Thursday, July 7, 2011

Listening To God Pt. 3

     I have been claiming that to listen to God, a person needs to "buy into" the idea that God has spoken in and through Jesus.  This idea carries with it a second idea--that we must be willing to allow that God also speaks to us through the Bible.  For those who question the value of the Bible in this process, allow me to give a brief reason for relying upon Scripture for a communication from God.
     First, this is where we find the most all inclusive account of the life, work, personality and ideas of the person called Jesus.  While there are various other references to Jesus (both implied and direct) in ancient writings, all of them are made in passing.  None of them (with the exception of those mentioned below) have Jesus as their focal point.  If you really want to discover Jesus, the New Testament is where you must go to do this.
     Which documents we look to when we search for the Jesus we are going to listen to is extremely important.  This is because, when we put ourselves in a truly listening posture, we are letting our guard down, just as we do with other human beings.  When we really listen to another human being, we drop our defenses.  We put down our guard, we suspend our judgment, we let what they are saying challenge us, encourage us, change our thinking, affect our behavior.  When we listen to God, we allow him to do all of this.  When we listen to God through Jesus, we allow all of this.  When we listen to God through Jesus, as he is presented to us in a written text (like the Gospels), we are letting that text have access to the control of our lives.  That is why it is so important which text we allow to speak to us this way.
     This is why it is important that we understand that the New Testament Gospels are a reliable source for information about Jesus.  This is a contested statement in our larger culture.  Increasingly, certain groups of scholars want to suggest that all sorts of other documents are better sources for finding out about Jesus and his teachings.  This is not the place to get into a detailed discussion of this phenomenon.  But the following may be helpful:  Only the New Testament Gospels tell similar stories about Jesus while also giving us multiple witnesses to the events.  This is very important.  It is like getting statements from each of 4 people who witness an accident at an intersection, each of them standing on a different corner of the intersection.  They all report the same basic event, but their individual "take" on what they saw is somewhat different in detail.  This is the kind of of "witness" that investigators want as they study what happened.  It can be frustrating at times (just like the Gospels), but you can make sense out of it.
     When we look at all the other texts that claim to be on the same level of seriousness as the Gospels, but which are not included in the New Testament, we have something quite different.  Many of the scholars who wish to take this material into account do not often tell their readers that this other material . . . 1) Comes from a time much later than the 4 New Testament Gospels (which were written within living memory of Jesus himself). 2) That this material often has a distinct theological "flavor" that can be easily identified and that leads into a variety of ideas that the New Testament as a whole condemns. 3) That only rarely can the various stories in these materials be made to sound like they are talking about the same Jesus.  They each present a different and often odd "Jesus."  4) The Jesus they represent almost never sounds anything like the Jesus of the New Testament Gospels, while one can easily make the connections between the Jesus of Mark and the Jesus of  Luke, which are not all that far from the Jesus of  John.

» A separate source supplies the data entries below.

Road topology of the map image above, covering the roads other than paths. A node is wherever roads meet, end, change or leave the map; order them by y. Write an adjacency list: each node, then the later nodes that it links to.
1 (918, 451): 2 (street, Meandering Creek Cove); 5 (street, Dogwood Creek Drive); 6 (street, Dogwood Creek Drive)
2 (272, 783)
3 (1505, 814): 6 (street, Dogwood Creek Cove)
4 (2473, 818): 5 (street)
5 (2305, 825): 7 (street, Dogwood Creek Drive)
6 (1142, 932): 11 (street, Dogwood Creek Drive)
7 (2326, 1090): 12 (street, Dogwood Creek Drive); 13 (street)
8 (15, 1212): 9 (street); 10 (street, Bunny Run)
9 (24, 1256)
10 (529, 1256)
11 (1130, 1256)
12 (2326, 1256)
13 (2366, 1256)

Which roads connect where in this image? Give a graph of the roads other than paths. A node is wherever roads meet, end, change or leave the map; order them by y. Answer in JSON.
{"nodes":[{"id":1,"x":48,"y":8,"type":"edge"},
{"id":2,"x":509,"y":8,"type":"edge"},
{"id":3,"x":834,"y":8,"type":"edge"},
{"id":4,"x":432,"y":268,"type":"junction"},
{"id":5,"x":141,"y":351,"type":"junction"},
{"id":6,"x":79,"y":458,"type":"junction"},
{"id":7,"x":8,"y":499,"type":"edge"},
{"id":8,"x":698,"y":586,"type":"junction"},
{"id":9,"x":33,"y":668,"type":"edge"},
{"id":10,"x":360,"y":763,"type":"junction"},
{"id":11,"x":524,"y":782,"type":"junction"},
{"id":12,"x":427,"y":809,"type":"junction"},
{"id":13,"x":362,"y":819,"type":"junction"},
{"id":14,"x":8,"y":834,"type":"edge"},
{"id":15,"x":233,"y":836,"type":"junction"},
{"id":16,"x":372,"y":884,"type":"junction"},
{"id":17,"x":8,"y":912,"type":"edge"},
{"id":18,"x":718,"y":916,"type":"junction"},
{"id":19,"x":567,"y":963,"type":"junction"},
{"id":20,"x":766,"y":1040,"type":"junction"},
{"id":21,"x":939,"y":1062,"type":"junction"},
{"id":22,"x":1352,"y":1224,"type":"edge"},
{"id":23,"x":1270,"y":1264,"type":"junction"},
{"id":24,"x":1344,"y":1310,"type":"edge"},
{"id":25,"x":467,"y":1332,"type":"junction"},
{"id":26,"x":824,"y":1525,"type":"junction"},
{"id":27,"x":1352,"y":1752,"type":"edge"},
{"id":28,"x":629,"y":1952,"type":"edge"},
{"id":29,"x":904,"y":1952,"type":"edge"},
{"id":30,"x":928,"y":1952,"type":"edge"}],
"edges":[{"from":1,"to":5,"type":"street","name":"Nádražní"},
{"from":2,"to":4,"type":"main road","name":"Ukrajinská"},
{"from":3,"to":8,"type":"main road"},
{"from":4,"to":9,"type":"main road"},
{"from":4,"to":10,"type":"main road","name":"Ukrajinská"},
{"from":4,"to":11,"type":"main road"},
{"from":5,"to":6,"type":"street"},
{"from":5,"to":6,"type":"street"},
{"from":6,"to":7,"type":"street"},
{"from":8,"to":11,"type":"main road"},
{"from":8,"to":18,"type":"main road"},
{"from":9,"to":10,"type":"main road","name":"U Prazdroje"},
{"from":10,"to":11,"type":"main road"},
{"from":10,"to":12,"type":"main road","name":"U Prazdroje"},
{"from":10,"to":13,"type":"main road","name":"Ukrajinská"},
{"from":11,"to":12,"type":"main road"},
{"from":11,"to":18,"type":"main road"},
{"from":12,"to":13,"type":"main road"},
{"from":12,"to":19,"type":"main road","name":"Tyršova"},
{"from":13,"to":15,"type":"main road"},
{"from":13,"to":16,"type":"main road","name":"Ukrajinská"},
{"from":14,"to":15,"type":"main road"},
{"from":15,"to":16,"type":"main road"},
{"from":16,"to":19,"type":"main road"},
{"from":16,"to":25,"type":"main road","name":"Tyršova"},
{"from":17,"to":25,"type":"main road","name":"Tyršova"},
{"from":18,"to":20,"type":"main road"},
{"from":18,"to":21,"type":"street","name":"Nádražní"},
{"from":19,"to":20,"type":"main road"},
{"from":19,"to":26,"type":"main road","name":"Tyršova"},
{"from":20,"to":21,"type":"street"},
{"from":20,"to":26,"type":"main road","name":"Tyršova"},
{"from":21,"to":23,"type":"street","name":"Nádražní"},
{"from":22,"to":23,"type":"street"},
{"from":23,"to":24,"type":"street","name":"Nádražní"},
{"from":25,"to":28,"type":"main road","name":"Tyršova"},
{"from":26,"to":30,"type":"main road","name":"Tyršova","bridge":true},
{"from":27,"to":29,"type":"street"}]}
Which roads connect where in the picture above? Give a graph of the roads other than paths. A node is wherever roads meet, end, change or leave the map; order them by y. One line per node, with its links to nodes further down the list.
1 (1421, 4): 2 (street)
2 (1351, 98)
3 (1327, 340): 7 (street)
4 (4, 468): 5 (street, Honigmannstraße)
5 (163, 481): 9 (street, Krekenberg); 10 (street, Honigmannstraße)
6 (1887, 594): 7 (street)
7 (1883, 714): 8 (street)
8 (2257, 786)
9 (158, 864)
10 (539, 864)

    So, which "version" of Jesus we listen to matters a great deal.  Of all the competing versions, I think the "version" offered to us in the New Testament Gospels is the most self-consistent, meaningful and helpful version.  And I have looked at many of the others as well.  And since I am going to end up submitting the formation of my mind and my life to one of these versions, I have to tell you that I have been pretty cautious about my conclusions.
     So as not to disappoint those who hoped I would include something practical in this blog, let me close with this:  We can read the Bible for information.  We have all done this, some more than others.  When we do this, we are looking for stories with moral points, teachings that tell us what to do about this or that situation, principles to apply, and so forth.  I am not personally convinced that such reading is all that helpful in a serious walk with God.  But we have all done it and we will all continue to do it at some level, myself included.
     But when we are "listening" we are reading differently.  It is much more like reading a letter from someone whose wisdom we seek.  More than that, it is like going to spend time with a person whom you greatly respect and who has consistently opened up to you new understandings of your own life, the way the world works, what other people are like.  It is like going into that person's presence, knowing that you will always walk away with something valuable, but never knowing what it might be beforehand.  You go trusting that something will be said that will matter, that will make a difference, that will make you more real.
     When we come to the Bible and read with that kind of attitude, it changes things.  The practical side of it is that, as you read, thoughts, ideas, understandings come into one's mind that are new, challenging, profound.  It is the constant practice of this kind of reading that provides an increasingly deep pool of experience by which we can and do judge what we think that we are hearing at later times.  This is, of course based on the idea that God himself inhabits his people through his Holy Spirit, so that we have the means to recognize God's "voice" when we hear it.  More about that in the next blog, together with some practical ideas about how we actually come to know how "speaks" to us individually.